• _Task instructions_: Retype the data below verbatim; pictures do not belong in the copy.

• _Given data_:
---------------
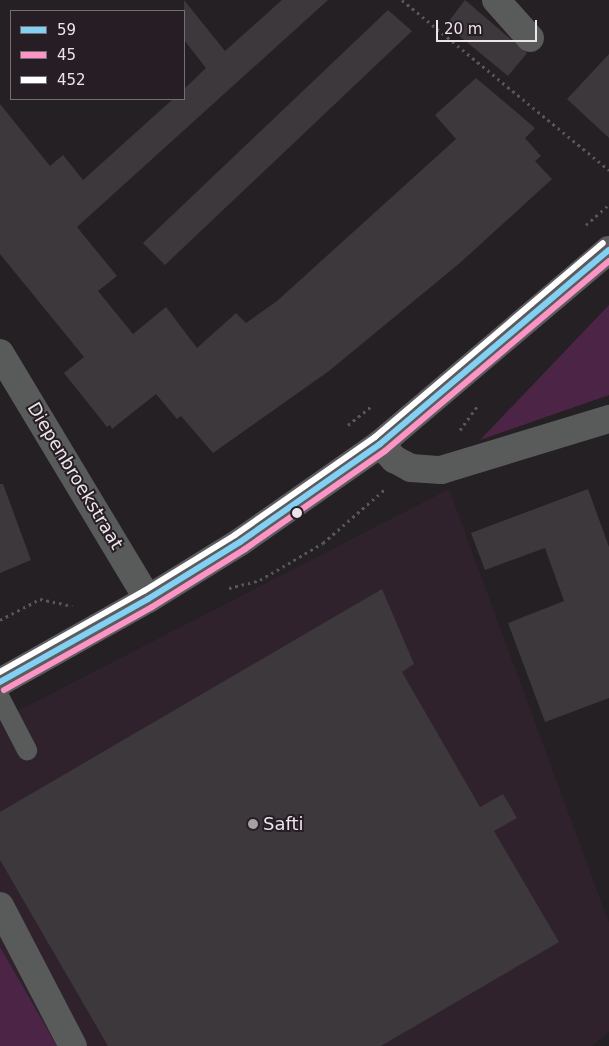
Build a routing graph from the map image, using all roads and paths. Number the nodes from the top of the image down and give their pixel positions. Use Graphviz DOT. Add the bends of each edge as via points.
graph roads {
  1 [pos="402,0"];
  2 [pos="496,0"];
  3 [pos="530,38"];
  4 [pos="609,170"];
  5 [pos="609,204"];
  6 [pos="580,230"];
  7 [pos="609,250"];
  8 [pos="0,353"];
  9 [pos="375,404"];
  10 [pos="609,419"];
  11 [pos="344,428"];
  12 [pos="380,444"];
  13 [pos="148,599"];
  14 [pos="78,607"];
  15 [pos="0,620"];
  16 [pos="0,682"];
  17 [pos="0,698"];
  18 [pos="27,750"];
  19 [pos="0,906"];
  20 [pos="74,1046"];
  1 -- 4 [label="path"];
  2 -- 3 [label="street"];
  5 -- 6 [label="path"];
  7 -- 12 [label="main road"];
  8 -- 13 [label="street, Diepenbroekstraat"];
  9 -- 11 [label="path"];
  10 -- 12 [label="street" via="441,470 410,468 394,459"];
  12 -- 13 [label="main road" via="240,542"];
  13 -- 16 [label="main road"];
  14 -- 15 [label="path" via="40,599"];
  17 -- 18 [label="lane"];
  19 -- 20 [label="street"];
}
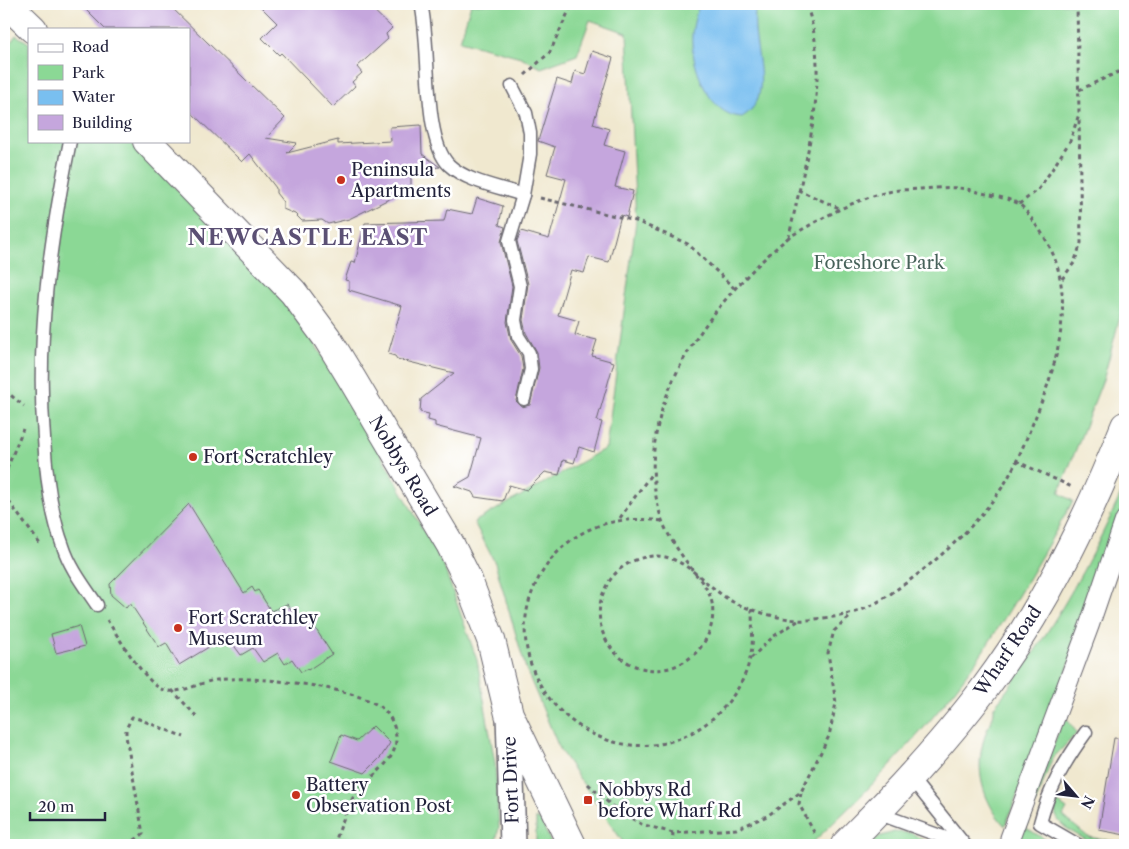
---------------
• _Output below_:
Build a routing graph from the map image, using all roads and paths. Number the nodes from the top of the image down and give their pixel positions. Use Graphviz DOT. Add the bends of each edge as via points.
graph roads {
  1 [pos="402,0"];
  2 [pos="496,0"];
  3 [pos="530,38"];
  4 [pos="609,170"];
  5 [pos="609,204"];
  6 [pos="580,230"];
  7 [pos="609,250"];
  8 [pos="0,353"];
  9 [pos="375,404"];
  10 [pos="609,419"];
  11 [pos="344,428"];
  12 [pos="380,444"];
  13 [pos="148,599"];
  14 [pos="78,607"];
  15 [pos="0,620"];
  16 [pos="0,682"];
  17 [pos="0,698"];
  18 [pos="27,750"];
  19 [pos="0,906"];
  20 [pos="74,1046"];
  1 -- 4 [label="path"];
  2 -- 3 [label="street"];
  5 -- 6 [label="path"];
  7 -- 12 [label="main road"];
  8 -- 13 [label="street, Diepenbroekstraat"];
  9 -- 11 [label="path"];
  10 -- 12 [label="street" via="441,470 410,468 394,459"];
  12 -- 13 [label="main road" via="240,542"];
  13 -- 16 [label="main road"];
  14 -- 15 [label="path" via="40,599"];
  17 -- 18 [label="lane"];
  19 -- 20 [label="street"];
}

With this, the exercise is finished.